Le pasteur Simon Pierre Tshitungu a la profonde douleur d'annoncer le décès de sa mère Mamu Marie Kapinga Tshitungu. Elle est morte dans la nuit du vendredi à samedi vers 1 heure du matin à Thonon, au sud de la France où elle résidait. Elle souffrait des complications respiratoires. La maman venait de fêter ses 84ans fin mai dernier.
Voici le programme des funérailles:
1/ Le jeudi 19 Juin 2014 à 18 heures: dernier hommage au corps du défunt à la morgue de Thonon.
.2/ Le vendredi 20 Juin de 10 heures à 11 heures: Culte à l´église catholique Saint François de Douvaine
( croisement route de Douvaine / chemin d´ Afforêt ).
3/ Le même vendredi à 11 heures 30: inhumation du corps de Mamu muledi Marie Kapinga Tshitungu au
cimetière de Douvaine ( il n´y a qu´un seul cimetière à Douvaine, en cas de besoin, se renseigner ).
4/ De retour du cimetière, cocktail à la résidence de Theddy Mukendi Kabongo ( croisement route de
Thonon / route de belle bouche No. 2 / CH - 1246  Corsier  -  Genève.
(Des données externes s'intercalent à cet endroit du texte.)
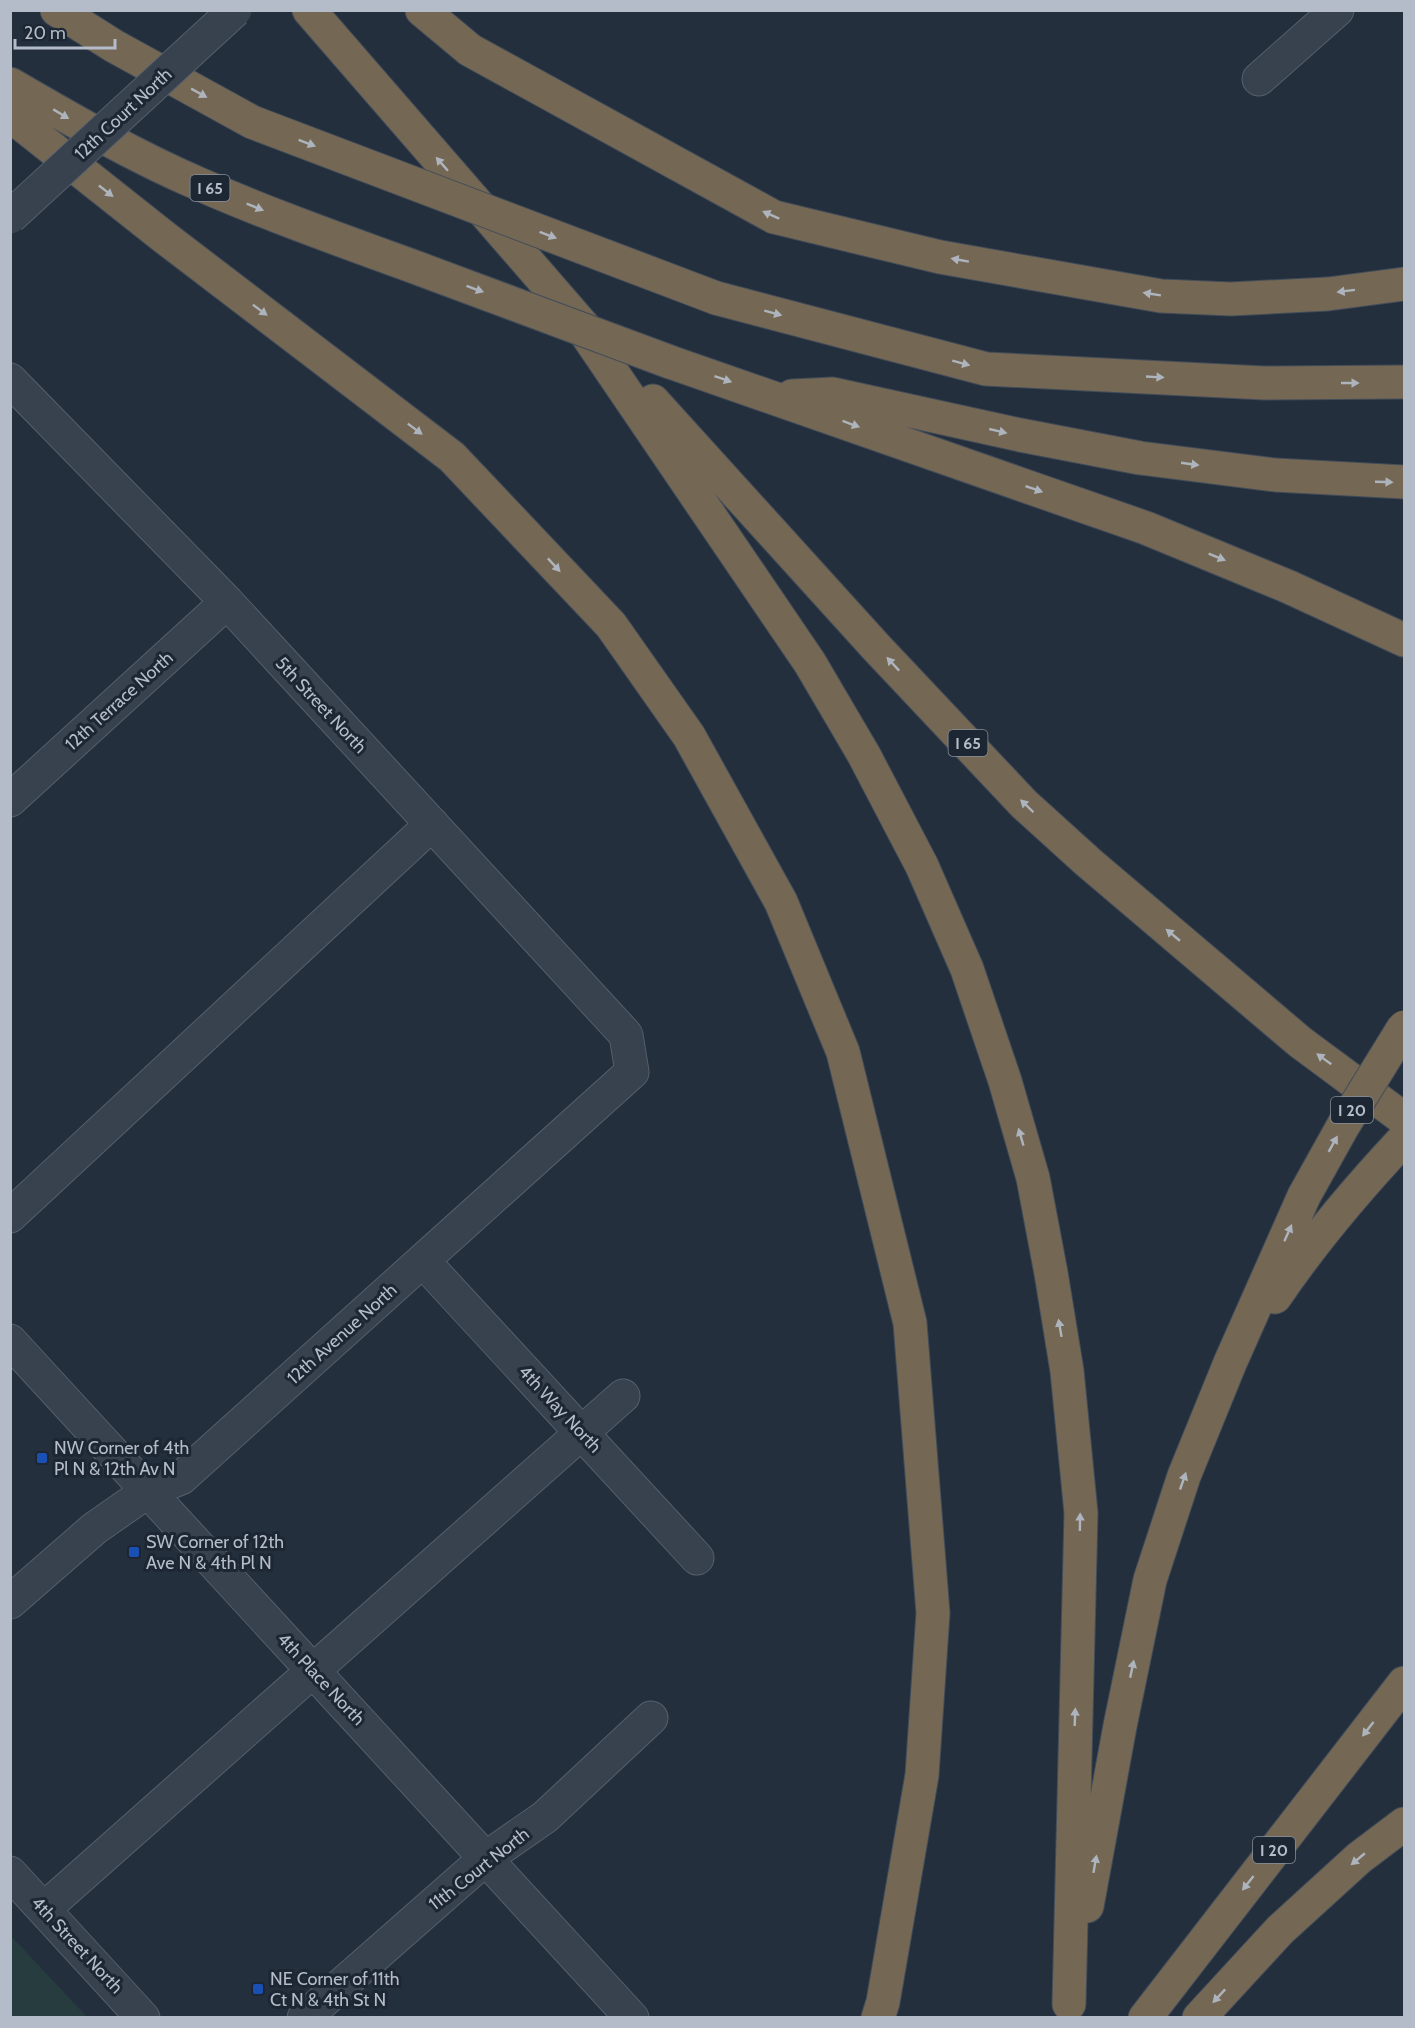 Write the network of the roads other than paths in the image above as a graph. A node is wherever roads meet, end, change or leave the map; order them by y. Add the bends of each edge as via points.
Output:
1 (57, 10) edge
2 (235, 10) edge
3 (309, 10) edge
4 (422, 10) edge
5 (1337, 10) edge
6 (1259, 79) dead end
7 (10, 84) edge
8 (10, 116) edge
9 (10, 217) edge
10 (1404, 284) edge
11 (576, 319) junction
12 (10, 380) edge
13 (1404, 382) edge
14 (776, 397) junction
15 (1404, 482) edge
16 (227, 602) junction
17 (1404, 640) edge
18 (10, 800) edge
19 (432, 824) junction
20 (1404, 1027) edge
21 (627, 1035) joint
22 (1404, 1119) edge
23 (1404, 1139) edge
24 (10, 1216) edge
25 (423, 1261) junction
26 (10, 1341) edge
27 (1230, 1363) junction
28 (623, 1396) dead end
29 (582, 1432) junction
30 (148, 1491) junction
31 (696, 1558) dead end
32 (10, 1602) edge
33 (313, 1670) junction
34 (1404, 1683) edge
35 (651, 1718) dead end
36 (1404, 1824) edge
37 (486, 1858) junction
38 (10, 1873) edge
39 (44, 1909) junction
40 (1068, 2011) edge
41 (143, 2018) edge
42 (304, 2018) edge
43 (632, 2018) edge
44 (878, 2018) edge
45 (1145, 2018) edge
46 (1198, 2018) edge

1 -> 13 highway, bridge via 252,122 716,298 986,369 1264,383
2 - 9 street, 12th Court North, bridge
11 -> 3 highway, I 65
10 -> 4 highway via 1328,294 1231,299 1161,296 940,257 774,217 470,50
5 - 6 street
7 -> 14 highway, I 65, bridge via 78,124 197,183 295,224
8 -> 44 highway via 452,457 611,625 689,736 781,902 843,1052 910,1323 933,1612 922,1775
22 -> 11 highway, I 65 via 1300,1042 1024,804
40 -> 11 highway via 1081,1514 1067,1371 1033,1178 1005,1081 971,980 922,866 864,756 810,663
12 - 16 street, 5th Street North
14 -> 15 highway via 833,394 1140,458 1275,475
14 -> 17 highway, I 65 via 1146,528
16 - 18 street, 12th Terrace North
16 - 19 street, 5th Street North
19 - 21 street, 5th Street North
19 - 24 street
27 -> 20 highway, I 20, bridge via 1304,1196
21 - 25 street, 12th Avenue North via 632,1072
23 - 27 highway via 1300,1261
25 - 29 street, 4th Way North
25 - 30 street, 12th Avenue North via 181,1478
26 - 30 street, 4th Place North
40 -> 27 highway, I 20 via 1150,1580 1184,1476
28 - 29 street
29 - 31 street, 4th Way North
29 - 33 street
30 - 32 street, 12th Avenue North via 95,1528
30 - 33 street, 4th Place North
33 - 37 street, 4th Place North
33 - 39 street
34 -> 45 highway, I 20
35 - 37 street, 11th Court North via 546,1817
36 -> 46 highway via 1359,1858 1280,1930
37 - 42 street, 11th Court North
37 - 43 street, 4th Place North
38 - 39 street, 4th Street North
39 - 41 street, 4th Street North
Le pasteur Simon Pierre Tshitungu se rendra à Genève pour les funerailles le mercredi 18. 06. 2014, et les autres membres de la famille arriveront à Genève le jeudi 19. 06. 2014. Après l'enterrement, la famille d´Allemagne retournera à Hagen le samedi 21 ou le dimanche 22 juin. Une soirée pour clôturer le deuil à Hagen sera organisée entre le vendredi 27 et le samedi 28 juin au lieu du culte de l´assemblée CITÉ BETHEL de Hagen.
Les contacts en suite:Theddy: ( fixe ) 004122/9200900 ( portable ) 0041/797315709
Fifi: ( fixe ) 0041227404994  ( portable ) 0041788799531.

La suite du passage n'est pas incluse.